#### EXERCISE INSTRUCTIONS
Extract every line from the records below that contains the word "Cupákova".

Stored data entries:
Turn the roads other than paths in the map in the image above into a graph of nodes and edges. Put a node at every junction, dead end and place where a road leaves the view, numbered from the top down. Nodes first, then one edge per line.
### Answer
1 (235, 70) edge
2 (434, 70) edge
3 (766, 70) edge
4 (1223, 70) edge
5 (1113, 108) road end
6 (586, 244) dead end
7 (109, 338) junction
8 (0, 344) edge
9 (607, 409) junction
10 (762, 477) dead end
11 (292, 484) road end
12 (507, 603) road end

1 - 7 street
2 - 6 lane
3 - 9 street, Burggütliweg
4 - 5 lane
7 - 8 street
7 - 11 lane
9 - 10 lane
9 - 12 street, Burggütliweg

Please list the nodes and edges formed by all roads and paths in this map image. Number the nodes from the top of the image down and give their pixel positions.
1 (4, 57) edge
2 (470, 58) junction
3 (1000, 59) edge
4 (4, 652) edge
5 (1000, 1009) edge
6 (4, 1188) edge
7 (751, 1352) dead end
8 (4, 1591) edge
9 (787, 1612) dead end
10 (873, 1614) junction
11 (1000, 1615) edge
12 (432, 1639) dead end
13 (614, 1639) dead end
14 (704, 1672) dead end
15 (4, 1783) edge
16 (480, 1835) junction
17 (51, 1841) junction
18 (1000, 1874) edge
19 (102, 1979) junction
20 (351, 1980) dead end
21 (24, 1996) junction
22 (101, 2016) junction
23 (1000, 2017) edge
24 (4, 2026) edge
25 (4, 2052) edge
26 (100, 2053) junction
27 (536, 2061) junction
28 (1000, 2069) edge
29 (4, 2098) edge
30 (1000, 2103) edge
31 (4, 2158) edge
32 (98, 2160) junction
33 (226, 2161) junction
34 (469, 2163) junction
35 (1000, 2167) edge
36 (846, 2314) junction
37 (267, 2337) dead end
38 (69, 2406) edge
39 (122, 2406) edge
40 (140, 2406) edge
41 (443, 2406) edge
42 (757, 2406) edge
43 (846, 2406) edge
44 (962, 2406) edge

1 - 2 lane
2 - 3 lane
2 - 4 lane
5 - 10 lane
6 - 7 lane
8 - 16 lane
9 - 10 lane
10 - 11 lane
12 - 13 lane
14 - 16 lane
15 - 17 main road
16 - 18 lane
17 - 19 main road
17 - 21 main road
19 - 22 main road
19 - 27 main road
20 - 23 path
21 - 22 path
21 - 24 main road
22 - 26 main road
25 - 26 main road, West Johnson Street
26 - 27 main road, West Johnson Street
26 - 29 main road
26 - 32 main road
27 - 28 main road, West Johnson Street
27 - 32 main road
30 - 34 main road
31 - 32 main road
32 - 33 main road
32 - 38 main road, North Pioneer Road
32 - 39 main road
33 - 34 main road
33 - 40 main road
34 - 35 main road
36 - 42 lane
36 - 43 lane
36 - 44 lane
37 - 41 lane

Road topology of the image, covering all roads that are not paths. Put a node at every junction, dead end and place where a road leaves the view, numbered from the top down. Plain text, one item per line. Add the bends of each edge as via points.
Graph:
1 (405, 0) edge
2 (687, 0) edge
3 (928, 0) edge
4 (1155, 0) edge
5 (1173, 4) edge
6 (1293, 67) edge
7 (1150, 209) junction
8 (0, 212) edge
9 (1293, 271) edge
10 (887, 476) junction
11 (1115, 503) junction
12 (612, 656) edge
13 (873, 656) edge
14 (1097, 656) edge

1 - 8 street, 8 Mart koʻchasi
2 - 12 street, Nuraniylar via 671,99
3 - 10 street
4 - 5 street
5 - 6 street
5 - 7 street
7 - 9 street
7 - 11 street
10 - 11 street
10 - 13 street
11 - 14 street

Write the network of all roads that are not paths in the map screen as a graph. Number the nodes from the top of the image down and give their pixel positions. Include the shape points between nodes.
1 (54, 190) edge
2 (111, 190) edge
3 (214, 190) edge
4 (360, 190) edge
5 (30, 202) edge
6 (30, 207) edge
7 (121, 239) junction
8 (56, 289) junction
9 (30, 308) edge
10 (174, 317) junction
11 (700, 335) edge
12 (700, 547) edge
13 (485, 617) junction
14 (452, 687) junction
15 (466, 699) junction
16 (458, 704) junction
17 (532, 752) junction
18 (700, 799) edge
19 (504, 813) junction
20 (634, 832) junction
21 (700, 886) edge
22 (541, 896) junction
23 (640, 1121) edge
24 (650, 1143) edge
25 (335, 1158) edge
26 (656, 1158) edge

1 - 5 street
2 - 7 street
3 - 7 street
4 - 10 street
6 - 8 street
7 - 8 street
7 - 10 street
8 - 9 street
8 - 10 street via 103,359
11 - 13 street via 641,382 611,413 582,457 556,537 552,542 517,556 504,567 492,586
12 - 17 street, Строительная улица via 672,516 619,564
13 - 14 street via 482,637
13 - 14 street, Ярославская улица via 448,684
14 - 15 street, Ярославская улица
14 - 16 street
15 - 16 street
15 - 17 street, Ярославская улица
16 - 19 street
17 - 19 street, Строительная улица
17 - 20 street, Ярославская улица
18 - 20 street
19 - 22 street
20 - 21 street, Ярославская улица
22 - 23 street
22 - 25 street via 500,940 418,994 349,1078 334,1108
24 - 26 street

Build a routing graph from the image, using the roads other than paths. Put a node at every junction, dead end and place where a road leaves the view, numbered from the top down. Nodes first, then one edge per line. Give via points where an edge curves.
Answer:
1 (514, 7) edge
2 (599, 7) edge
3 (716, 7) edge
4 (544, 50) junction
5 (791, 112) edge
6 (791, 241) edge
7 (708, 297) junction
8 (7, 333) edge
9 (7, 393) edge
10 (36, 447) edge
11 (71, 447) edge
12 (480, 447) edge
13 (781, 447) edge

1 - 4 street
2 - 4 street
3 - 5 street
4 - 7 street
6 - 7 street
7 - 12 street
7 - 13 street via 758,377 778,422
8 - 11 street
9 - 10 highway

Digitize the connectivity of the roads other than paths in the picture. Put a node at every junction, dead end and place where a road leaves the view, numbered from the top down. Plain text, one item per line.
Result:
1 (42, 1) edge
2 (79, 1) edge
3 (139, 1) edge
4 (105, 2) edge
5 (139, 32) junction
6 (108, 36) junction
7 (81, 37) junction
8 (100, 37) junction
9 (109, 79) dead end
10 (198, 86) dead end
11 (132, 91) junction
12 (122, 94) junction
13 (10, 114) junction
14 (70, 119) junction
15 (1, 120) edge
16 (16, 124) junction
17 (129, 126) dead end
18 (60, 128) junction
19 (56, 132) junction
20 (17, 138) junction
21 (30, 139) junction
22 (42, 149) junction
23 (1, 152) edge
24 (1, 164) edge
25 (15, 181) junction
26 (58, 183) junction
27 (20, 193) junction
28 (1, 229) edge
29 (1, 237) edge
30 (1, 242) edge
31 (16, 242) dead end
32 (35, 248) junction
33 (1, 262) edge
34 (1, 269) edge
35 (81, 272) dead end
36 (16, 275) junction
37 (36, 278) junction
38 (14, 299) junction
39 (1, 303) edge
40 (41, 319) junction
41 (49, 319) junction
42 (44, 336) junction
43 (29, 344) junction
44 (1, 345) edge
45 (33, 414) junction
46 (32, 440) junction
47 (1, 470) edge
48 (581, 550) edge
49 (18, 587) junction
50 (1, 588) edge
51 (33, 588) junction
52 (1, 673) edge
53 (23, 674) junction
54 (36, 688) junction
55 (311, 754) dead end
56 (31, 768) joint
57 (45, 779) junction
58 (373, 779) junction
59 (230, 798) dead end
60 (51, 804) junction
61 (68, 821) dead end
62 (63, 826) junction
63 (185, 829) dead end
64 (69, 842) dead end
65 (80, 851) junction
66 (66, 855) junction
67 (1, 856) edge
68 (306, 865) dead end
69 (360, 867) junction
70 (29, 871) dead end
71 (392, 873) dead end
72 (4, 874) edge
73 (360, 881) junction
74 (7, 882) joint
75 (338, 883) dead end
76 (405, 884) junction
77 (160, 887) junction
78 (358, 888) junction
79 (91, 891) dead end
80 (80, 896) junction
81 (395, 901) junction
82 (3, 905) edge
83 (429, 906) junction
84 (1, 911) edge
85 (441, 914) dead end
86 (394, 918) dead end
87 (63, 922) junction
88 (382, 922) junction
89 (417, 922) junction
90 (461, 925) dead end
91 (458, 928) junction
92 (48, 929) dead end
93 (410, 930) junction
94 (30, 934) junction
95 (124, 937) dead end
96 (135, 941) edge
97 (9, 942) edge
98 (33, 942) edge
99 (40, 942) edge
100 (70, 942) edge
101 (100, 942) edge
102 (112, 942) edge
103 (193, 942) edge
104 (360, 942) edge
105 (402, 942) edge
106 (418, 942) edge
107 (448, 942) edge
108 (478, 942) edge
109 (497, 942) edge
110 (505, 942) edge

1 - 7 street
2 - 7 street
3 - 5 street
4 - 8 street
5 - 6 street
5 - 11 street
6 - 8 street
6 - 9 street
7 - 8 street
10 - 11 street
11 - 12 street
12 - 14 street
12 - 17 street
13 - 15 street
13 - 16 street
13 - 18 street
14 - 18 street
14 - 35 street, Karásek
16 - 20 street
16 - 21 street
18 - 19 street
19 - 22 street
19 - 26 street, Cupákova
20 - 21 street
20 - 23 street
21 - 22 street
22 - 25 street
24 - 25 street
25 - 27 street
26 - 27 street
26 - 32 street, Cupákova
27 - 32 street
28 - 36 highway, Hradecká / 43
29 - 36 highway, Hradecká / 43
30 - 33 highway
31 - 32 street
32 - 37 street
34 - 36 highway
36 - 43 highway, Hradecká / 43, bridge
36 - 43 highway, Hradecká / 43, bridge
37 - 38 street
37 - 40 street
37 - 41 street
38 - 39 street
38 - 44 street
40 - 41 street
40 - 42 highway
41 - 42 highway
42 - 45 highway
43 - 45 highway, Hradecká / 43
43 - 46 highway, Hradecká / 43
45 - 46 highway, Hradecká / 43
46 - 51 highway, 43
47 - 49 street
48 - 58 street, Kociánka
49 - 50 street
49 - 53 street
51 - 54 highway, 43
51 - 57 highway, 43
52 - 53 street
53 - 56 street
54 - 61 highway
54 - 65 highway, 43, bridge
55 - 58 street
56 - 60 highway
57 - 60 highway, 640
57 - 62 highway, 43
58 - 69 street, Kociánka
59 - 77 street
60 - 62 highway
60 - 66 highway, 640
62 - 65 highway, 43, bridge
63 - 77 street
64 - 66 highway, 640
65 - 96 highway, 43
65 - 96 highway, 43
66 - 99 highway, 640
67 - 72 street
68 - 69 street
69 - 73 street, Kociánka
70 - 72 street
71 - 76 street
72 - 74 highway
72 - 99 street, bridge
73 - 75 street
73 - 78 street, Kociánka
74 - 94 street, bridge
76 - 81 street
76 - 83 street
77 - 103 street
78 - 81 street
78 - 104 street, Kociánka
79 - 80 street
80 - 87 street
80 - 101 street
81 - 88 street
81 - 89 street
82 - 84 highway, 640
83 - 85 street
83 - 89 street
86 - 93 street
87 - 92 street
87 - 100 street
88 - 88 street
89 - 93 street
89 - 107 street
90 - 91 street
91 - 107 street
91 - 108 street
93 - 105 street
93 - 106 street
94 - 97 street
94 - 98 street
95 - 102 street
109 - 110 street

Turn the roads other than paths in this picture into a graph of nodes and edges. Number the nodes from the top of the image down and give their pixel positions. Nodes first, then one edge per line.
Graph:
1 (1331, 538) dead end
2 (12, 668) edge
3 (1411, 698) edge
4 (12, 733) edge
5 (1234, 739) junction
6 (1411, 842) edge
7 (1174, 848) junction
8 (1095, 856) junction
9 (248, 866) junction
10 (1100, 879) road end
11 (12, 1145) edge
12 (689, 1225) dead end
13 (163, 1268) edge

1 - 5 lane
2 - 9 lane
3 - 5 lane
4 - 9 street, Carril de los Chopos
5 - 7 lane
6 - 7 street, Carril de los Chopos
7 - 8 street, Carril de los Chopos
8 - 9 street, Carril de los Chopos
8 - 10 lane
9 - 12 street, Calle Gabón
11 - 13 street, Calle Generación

#### ANSWER BOX
19 - 26 street, Cupákova
26 - 32 street, Cupákova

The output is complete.